• Description of the task: Search the material below for lines containing the string "nodes", and copy every one you find.

• Data for analysis:
-----
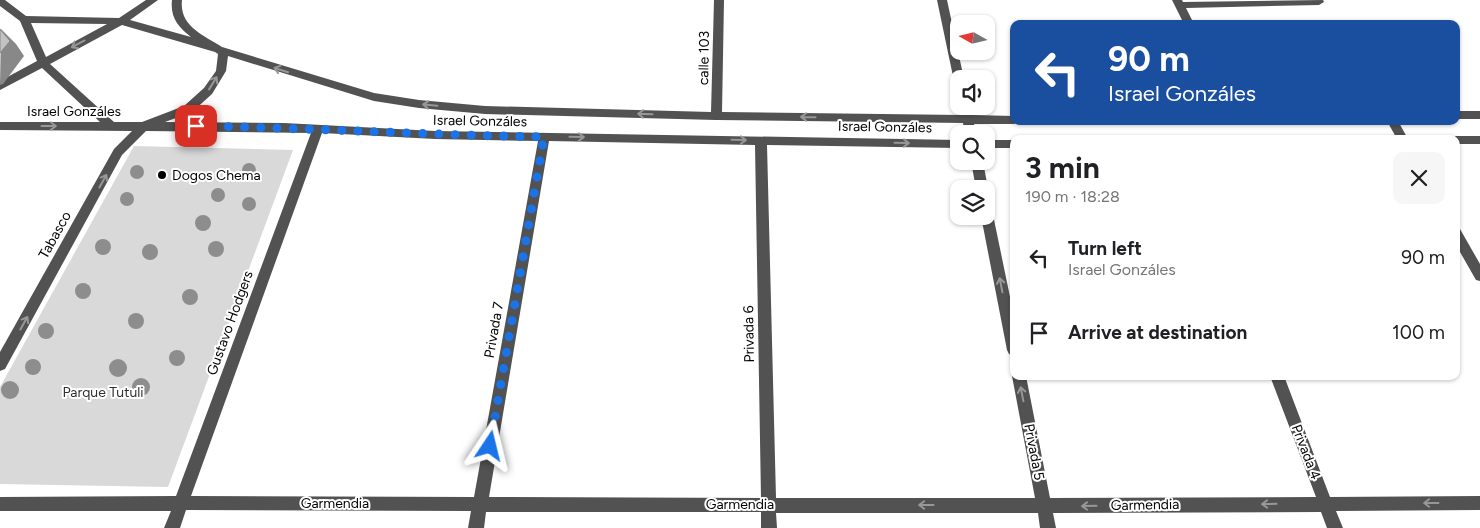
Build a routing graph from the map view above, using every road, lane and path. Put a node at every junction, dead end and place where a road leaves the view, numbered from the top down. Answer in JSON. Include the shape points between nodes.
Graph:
{"nodes":[{"id":1,"x":153,"y":0,"type":"edge"},
{"id":2,"x":178,"y":0,"type":"edge"},
{"id":3,"x":719,"y":0,"type":"edge"},
{"id":4,"x":942,"y":0,"type":"edge"},
{"id":5,"x":0,"y":1,"type":"edge"},
{"id":6,"x":1319,"y":2,"type":"dead end"},
{"id":7,"x":1178,"y":3,"type":"edge"},
{"id":8,"x":24,"y":19,"type":"junction"},
{"id":9,"x":1187,"y":20,"type":"edge"},
{"id":10,"x":121,"y":21,"type":"junction"},
{"id":11,"x":223,"y":52,"type":"junction"},
{"id":12,"x":43,"y":63,"type":"junction"},
{"id":13,"x":957,"y":70,"type":"edge"},
{"id":14,"x":0,"y":86,"type":"edge"},
{"id":15,"x":966,"y":115,"type":"edge"},
{"id":16,"x":1460,"y":115,"type":"edge"},
{"id":17,"x":1480,"y":115,"type":"edge"},
{"id":18,"x":716,"y":116,"type":"junction"},
{"id":19,"x":967,"y":120,"type":"junction"},
{"id":20,"x":1010,"y":120,"type":"edge"},
{"id":21,"x":968,"y":125,"type":"edge"},
{"id":22,"x":0,"y":126,"type":"edge"},
{"id":23,"x":111,"y":126,"type":"junction"},
{"id":24,"x":144,"y":126,"type":"junction"},
{"id":25,"x":318,"y":129,"type":"junction"},
{"id":26,"x":544,"y":137,"type":"junction"},
{"id":27,"x":762,"y":140,"type":"junction"},
{"id":28,"x":1460,"y":140,"type":"edge"},
{"id":29,"x":1480,"y":140,"type":"edge"},
{"id":30,"x":950,"y":144,"type":"edge"},
{"id":31,"x":995,"y":144,"type":"edge"},
{"id":32,"x":1010,"y":144,"type":"edge"},
{"id":33,"x":989,"y":225,"type":"edge"},
{"id":34,"x":1460,"y":241,"type":"edge"},
{"id":35,"x":1480,"y":276,"type":"edge"},
{"id":36,"x":1010,"y":330,"type":"edge"},
{"id":37,"x":0,"y":365,"type":"edge"},
{"id":38,"x":1020,"y":380,"type":"edge"},
{"id":39,"x":1278,"y":380,"type":"edge"},
{"id":40,"x":181,"y":503,"type":"junction"},
{"id":41,"x":1480,"y":503,"type":"edge"},
{"id":42,"x":0,"y":504,"type":"edge"},
{"id":43,"x":480,"y":504,"type":"junction"},
{"id":44,"x":768,"y":504,"type":"junction"},
{"id":45,"x":1325,"y":504,"type":"junction"},
{"id":46,"x":1044,"y":506,"type":"junction"},
{"id":47,"x":172,"y":528,"type":"edge"},
{"id":48,"x":476,"y":528,"type":"edge"},
{"id":49,"x":769,"y":528,"type":"edge"},
{"id":50,"x":1048,"y":528,"type":"edge"},
{"id":51,"x":1335,"y":528,"type":"edge"}],
"edges":[{"from":1,"to":10,"type":"street"},
{"from":2,"to":11,"type":"street","via":[[178,19]]},
{"from":3,"to":18,"type":"street","name":"calle 103"},
{"from":4,"to":13,"type":"street"},
{"from":5,"to":8,"type":"street"},
{"from":6,"to":7,"type":"street"},
{"from":7,"to":9,"type":"street"},
{"from":8,"to":10,"type":"street"},
{"from":8,"to":12,"type":"street"},
{"from":10,"to":11,"type":"street"},
{"from":10,"to":12,"type":"street","one_way":true},
{"from":18,"to":11,"type":"street","name":"Israel Gonzáles","one_way":true,"via":[[476,109],[420,104],[383,99]]},
{"from":24,"to":11,"type":"street","one_way":true,"via":[[188,109],[208,91],[221,71]]},
{"from":12,"to":14,"type":"street"},
{"from":12,"to":23,"type":"street"},
{"from":15,"to":19,"type":"street"},
{"from":16,"to":17,"type":"street"},
{"from":19,"to":18,"type":"street","name":"Israel Gonzáles","one_way":true},
{"from":19,"to":20,"type":"street","name":"Israel Gonzáles"},
{"from":19,"to":21,"type":"street"},
{"from":22,"to":23,"type":"street","name":"Israel Gonzáles","one_way":true},
{"from":23,"to":24,"type":"street","name":"Israel Gonzáles"},
{"from":24,"to":25,"type":"street","name":"Israel Gonzáles"},
{"from":37,"to":24,"type":"street","name":"Tabasco","one_way":true,"via":[[118,152]]},
{"from":25,"to":26,"type":"street","name":"Israel Gonzáles"},
{"from":25,"to":40,"type":"street","name":"Gustavo Hodgers"},
{"from":26,"to":27,"type":"street","name":"Israel Gonzáles","one_way":true},
{"from":26,"to":43,"type":"street","name":"Privada 7"},
{"from":27,"to":30,"type":"street","name":"Israel Gonzáles","one_way":true},
{"from":27,"to":44,"type":"street","name":"Privada 6"},
{"from":28,"to":29,"type":"street"},
{"from":31,"to":32,"type":"street"},
{"from":36,"to":33,"type":"street","one_way":true},
{"from":34,"to":35,"type":"street"},
{"from":46,"to":38,"type":"street","name":"Privada 5","one_way":true},
{"from":39,"to":45,"type":"street","name":"Privada 4"},
{"from":40,"to":42,"type":"street","name":"Garmendia"},
{"from":40,"to":43,"type":"street","name":"Garmendia"},
{"from":40,"to":47,"type":"street","name":"Gustavo Hodgers"},
{"from":41,"to":45,"type":"street","name":"Garmendia","one_way":true},
{"from":43,"to":44,"type":"street","name":"Garmendia"},
{"from":43,"to":48,"type":"street","name":"Privada 7"},
{"from":46,"to":44,"type":"street","name":"Garmendia","one_way":true},
{"from":44,"to":49,"type":"street","name":"Privada 6"},
{"from":45,"to":46,"type":"street","name":"Garmendia","one_way":true},
{"from":45,"to":51,"type":"street","name":"Privada 4"},
{"from":46,"to":50,"type":"street","name":"Privada 5"}]}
-----
• Response for this exercise:
Build a routing graph from the map view above, using every road, lane and path. Put a node at every junction, dead end and place where a road leaves the view, numbered from the top down. Answer in JSON. Include the shape points between nodes.
{"nodes":[{"id":1,"x":153,"y":0,"type":"edge"},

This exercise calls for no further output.